── EXTRACTED DATA
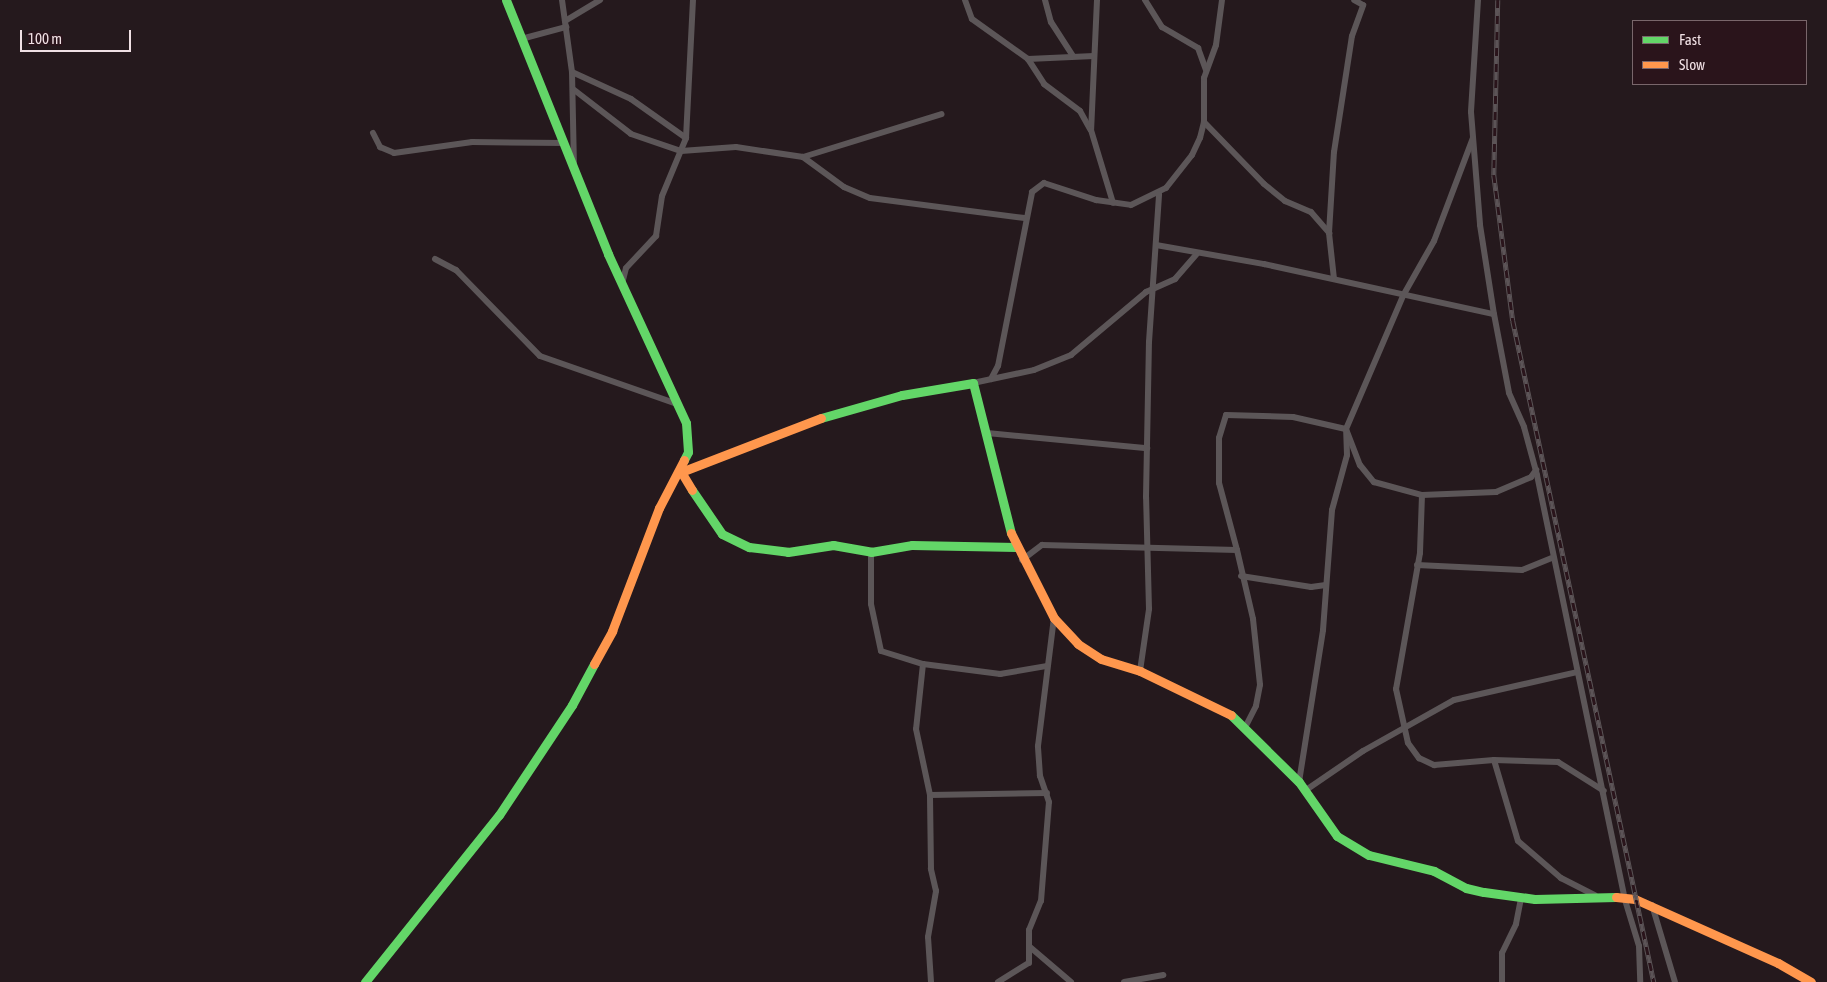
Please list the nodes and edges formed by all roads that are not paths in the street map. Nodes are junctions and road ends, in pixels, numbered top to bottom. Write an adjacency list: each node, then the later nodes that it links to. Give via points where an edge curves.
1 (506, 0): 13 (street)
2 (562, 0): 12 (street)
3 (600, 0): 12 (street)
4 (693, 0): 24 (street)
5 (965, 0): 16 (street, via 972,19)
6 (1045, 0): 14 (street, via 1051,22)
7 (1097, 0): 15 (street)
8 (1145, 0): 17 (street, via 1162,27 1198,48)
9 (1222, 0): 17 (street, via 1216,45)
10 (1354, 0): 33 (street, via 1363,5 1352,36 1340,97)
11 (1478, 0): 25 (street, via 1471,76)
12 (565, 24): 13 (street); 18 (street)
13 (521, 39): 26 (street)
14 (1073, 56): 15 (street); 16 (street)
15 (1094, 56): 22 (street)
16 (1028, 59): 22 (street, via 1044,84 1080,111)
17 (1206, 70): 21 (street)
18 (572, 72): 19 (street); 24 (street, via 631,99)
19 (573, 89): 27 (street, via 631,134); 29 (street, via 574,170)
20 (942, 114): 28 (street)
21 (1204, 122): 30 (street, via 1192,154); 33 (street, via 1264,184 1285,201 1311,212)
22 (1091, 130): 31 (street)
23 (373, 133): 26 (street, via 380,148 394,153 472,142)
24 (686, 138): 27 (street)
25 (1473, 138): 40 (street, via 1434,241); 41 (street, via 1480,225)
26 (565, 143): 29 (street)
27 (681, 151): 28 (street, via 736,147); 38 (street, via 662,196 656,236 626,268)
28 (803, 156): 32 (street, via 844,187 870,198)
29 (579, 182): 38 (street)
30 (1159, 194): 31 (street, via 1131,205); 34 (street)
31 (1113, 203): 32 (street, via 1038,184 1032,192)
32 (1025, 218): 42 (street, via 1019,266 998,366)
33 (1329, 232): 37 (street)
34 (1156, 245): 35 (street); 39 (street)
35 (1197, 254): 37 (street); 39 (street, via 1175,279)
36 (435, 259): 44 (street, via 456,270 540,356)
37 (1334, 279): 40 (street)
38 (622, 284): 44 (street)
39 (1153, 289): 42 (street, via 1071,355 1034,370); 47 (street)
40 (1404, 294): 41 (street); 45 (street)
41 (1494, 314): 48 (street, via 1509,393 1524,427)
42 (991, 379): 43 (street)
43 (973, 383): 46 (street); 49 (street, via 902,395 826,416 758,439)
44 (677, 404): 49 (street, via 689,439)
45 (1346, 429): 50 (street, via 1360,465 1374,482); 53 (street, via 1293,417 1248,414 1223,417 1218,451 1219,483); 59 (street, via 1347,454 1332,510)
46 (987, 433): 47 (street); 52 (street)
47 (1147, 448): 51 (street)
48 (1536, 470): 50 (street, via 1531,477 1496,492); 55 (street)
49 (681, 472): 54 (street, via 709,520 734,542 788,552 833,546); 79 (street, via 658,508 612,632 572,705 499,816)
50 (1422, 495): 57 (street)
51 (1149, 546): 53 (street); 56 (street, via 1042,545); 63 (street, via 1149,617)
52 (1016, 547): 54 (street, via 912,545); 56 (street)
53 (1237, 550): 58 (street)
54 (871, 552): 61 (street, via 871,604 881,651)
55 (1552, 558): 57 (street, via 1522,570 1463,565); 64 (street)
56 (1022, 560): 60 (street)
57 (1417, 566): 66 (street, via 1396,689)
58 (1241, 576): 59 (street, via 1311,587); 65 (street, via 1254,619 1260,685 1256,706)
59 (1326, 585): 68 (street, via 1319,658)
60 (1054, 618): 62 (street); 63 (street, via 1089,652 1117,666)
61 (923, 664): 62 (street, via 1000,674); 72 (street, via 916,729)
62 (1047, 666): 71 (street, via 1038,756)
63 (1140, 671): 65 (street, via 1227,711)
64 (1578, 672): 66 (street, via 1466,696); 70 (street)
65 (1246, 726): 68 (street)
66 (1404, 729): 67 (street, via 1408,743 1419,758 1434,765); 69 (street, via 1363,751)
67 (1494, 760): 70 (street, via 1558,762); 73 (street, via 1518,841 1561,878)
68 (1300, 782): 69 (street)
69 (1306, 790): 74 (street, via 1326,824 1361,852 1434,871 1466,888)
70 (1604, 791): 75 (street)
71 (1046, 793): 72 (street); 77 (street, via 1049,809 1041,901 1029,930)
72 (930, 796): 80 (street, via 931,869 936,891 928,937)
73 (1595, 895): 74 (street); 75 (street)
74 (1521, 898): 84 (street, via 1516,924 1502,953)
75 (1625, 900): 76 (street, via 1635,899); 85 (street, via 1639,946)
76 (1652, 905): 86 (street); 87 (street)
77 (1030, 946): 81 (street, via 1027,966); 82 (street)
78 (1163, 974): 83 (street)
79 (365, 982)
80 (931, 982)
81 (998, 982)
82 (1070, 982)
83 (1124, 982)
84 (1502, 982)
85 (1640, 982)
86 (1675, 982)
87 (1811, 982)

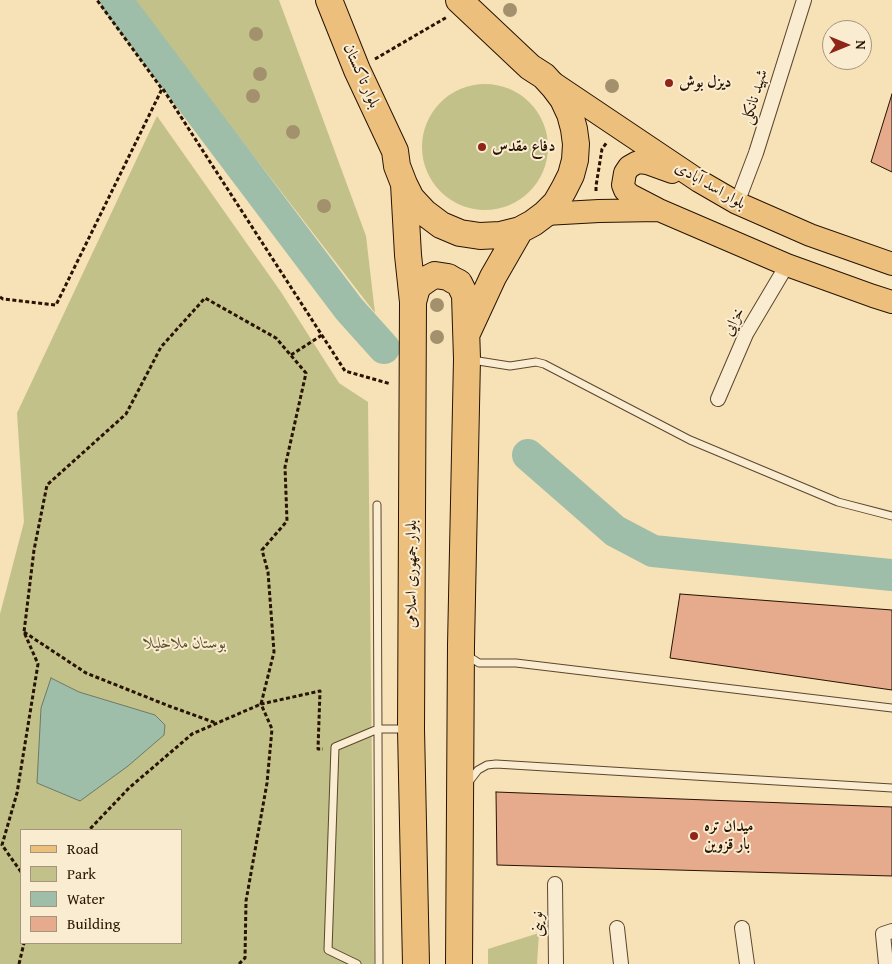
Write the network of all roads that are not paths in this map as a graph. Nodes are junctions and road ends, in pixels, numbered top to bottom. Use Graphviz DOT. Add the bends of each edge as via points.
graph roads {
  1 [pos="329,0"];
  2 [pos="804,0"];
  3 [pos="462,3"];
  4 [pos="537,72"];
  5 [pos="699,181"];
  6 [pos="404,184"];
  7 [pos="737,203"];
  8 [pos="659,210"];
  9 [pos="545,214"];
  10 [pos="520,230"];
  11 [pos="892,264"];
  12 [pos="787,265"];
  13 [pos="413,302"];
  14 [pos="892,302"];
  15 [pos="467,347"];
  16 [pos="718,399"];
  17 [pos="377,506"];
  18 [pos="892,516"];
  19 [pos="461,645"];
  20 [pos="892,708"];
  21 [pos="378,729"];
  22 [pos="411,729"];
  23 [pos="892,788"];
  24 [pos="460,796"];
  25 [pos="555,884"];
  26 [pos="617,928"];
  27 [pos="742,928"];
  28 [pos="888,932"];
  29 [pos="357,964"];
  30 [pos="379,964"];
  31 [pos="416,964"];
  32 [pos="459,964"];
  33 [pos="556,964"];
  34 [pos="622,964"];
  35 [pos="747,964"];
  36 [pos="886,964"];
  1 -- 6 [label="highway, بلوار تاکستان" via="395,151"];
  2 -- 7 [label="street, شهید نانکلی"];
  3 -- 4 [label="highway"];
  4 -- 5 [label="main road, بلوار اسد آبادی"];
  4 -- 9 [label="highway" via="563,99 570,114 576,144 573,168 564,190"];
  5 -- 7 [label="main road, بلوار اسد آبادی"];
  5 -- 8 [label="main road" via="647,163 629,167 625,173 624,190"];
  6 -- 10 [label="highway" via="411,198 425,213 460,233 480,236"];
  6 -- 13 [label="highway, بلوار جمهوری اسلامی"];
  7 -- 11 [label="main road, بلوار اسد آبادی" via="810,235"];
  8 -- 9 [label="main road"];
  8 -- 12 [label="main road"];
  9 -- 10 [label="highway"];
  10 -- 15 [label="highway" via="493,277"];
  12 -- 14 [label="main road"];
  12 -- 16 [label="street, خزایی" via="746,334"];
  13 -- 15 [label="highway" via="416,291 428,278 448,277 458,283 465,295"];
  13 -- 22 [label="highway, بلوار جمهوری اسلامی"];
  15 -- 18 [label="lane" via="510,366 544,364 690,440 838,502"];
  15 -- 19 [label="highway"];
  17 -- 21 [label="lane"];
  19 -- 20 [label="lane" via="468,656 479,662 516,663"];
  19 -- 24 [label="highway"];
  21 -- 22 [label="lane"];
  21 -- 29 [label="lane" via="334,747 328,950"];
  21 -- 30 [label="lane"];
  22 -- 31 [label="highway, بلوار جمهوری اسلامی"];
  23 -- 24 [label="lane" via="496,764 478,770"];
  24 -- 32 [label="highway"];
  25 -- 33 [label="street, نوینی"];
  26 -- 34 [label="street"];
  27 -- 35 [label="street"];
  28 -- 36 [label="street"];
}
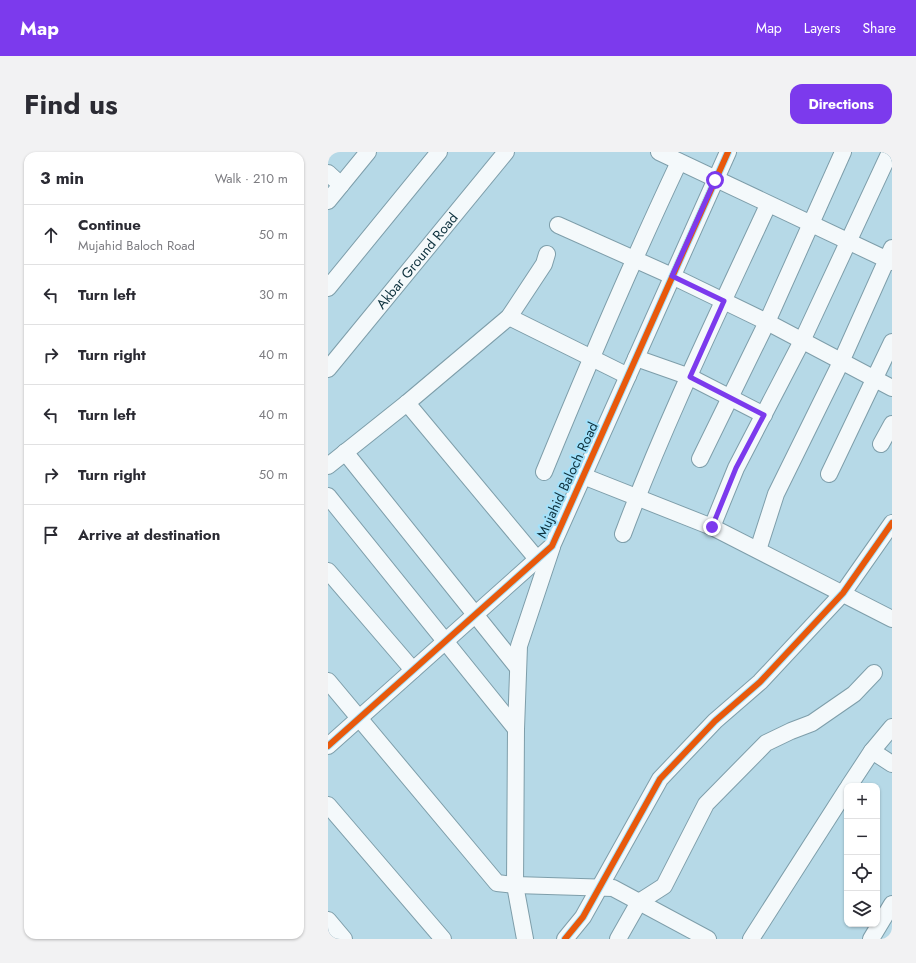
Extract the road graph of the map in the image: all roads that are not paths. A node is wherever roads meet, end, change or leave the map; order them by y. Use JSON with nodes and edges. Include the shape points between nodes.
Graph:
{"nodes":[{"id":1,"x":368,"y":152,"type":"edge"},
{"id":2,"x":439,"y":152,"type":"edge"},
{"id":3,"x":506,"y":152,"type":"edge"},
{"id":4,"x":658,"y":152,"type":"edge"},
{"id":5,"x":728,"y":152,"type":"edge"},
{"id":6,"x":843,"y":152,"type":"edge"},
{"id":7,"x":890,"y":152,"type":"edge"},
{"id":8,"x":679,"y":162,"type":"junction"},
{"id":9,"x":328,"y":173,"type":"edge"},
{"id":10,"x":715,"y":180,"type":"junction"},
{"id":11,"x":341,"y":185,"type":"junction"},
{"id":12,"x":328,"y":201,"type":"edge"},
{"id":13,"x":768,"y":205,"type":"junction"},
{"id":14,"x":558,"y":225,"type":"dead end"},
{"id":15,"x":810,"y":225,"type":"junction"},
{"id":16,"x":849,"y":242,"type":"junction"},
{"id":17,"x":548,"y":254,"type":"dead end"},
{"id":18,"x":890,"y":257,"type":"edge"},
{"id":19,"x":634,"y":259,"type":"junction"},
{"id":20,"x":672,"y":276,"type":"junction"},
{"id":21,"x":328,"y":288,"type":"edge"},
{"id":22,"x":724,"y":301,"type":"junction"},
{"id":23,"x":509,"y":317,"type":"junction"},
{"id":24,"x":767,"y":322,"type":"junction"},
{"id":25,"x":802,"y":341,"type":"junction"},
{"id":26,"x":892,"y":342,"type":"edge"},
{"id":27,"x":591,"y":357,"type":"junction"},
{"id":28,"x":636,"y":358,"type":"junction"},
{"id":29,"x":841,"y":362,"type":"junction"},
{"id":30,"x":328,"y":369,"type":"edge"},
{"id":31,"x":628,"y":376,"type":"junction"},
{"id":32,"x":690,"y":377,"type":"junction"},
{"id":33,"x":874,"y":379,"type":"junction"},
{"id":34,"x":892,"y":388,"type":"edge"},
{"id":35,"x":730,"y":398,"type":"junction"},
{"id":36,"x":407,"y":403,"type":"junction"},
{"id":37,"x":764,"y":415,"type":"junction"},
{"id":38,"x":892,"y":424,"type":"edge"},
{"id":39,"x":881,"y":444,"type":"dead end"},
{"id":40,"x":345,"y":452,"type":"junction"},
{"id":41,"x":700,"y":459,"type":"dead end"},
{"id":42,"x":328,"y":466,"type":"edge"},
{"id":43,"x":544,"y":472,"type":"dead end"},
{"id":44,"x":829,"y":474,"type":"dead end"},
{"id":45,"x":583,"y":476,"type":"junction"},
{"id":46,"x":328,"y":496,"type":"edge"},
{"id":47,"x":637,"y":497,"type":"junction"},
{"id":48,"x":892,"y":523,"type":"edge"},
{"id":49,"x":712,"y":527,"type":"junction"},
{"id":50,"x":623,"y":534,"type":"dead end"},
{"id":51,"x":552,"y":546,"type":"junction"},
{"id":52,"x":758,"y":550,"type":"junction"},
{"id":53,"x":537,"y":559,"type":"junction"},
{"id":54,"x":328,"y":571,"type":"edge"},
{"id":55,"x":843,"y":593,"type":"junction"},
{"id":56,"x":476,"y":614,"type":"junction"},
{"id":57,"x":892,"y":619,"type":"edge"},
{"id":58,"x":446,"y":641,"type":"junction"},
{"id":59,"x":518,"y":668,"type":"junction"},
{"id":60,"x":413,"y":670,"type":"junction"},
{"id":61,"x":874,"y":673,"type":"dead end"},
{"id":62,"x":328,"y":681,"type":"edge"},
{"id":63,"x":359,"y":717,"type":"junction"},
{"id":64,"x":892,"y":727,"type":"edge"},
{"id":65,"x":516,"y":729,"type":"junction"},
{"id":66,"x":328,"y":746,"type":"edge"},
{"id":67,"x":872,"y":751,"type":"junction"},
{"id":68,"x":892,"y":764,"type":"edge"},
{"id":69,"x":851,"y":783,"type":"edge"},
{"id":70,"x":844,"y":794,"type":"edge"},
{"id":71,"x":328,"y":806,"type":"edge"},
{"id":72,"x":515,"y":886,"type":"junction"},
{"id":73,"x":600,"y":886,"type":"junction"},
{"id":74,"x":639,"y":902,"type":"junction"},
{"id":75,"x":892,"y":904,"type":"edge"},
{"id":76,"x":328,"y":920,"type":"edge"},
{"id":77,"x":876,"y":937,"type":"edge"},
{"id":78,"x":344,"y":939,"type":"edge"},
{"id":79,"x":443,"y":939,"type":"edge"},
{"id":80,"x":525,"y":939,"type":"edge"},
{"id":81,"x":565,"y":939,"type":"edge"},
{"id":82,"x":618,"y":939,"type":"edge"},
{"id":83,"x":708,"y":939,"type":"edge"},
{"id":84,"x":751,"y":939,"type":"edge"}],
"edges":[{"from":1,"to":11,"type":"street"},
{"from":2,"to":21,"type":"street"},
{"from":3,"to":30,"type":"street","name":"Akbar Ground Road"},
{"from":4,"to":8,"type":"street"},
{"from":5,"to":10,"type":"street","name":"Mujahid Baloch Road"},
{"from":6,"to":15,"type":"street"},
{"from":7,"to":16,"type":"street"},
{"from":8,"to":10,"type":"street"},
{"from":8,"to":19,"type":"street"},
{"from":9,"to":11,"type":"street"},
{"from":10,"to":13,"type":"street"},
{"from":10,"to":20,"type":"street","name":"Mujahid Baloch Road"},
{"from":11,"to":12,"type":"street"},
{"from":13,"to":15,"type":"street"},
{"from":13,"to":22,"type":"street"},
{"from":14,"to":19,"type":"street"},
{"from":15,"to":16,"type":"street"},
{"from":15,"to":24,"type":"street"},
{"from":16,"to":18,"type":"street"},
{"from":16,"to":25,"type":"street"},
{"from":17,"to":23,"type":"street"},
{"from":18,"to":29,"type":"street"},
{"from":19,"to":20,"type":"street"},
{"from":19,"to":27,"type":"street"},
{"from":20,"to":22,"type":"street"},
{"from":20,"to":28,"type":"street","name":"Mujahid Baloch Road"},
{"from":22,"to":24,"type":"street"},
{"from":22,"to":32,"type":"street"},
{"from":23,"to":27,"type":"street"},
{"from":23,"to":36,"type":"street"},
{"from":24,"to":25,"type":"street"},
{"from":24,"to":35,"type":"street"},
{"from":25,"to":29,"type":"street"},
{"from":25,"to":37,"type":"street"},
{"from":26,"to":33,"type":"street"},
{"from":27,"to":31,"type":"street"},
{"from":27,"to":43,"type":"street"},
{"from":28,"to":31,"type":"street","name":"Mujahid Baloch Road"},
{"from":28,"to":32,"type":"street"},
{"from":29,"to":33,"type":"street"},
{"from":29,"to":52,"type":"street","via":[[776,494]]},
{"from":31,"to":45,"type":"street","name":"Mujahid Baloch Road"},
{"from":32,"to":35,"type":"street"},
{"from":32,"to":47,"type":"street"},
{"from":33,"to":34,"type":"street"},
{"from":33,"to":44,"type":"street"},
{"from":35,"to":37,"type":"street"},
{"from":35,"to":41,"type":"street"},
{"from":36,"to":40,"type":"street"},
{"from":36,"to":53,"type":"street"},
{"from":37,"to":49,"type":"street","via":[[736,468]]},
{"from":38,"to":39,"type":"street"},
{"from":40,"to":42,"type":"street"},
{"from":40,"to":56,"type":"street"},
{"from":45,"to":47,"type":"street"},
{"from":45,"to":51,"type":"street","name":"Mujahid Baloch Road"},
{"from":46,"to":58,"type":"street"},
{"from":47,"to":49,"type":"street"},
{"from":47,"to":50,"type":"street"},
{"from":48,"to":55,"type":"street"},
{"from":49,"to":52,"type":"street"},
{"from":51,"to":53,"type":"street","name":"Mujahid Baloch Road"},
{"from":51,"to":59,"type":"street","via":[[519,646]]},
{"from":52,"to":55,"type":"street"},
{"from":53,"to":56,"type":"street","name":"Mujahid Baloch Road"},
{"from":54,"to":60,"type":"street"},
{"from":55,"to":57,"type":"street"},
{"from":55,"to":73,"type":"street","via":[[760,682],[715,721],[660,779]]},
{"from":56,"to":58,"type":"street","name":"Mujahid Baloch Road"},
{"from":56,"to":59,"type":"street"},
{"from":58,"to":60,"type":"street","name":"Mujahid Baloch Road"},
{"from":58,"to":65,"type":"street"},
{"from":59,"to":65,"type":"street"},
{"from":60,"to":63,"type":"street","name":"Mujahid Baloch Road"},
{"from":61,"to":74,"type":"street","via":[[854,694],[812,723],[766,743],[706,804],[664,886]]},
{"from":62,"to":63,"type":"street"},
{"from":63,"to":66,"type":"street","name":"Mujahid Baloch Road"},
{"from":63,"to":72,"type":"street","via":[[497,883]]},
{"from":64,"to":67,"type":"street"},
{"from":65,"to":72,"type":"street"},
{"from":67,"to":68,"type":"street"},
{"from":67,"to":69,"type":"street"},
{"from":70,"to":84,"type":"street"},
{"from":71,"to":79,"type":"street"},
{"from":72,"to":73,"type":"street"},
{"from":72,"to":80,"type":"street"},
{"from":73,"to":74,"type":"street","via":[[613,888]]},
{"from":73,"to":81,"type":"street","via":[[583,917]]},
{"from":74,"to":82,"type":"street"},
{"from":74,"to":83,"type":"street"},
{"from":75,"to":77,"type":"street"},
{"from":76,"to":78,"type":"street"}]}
────
EXERCISE REQUIREMENTS - Whenever a line of the data holds the string "main", pick that line out.

OUTPUT FOR THIS EXERCISE -
  4 -- 5 [label="main road, بلوار اسد آبادی"];
  5 -- 7 [label="main road, بلوار اسد آبادی"];
  5 -- 8 [label="main road" via="647,163 629,167 625,173 624,190"];
  7 -- 11 [label="main road, بلوار اسد آبادی" via="810,235"];
  8 -- 9 [label="main road"];
  8 -- 12 [label="main road"];
  12 -- 14 [label="main road"];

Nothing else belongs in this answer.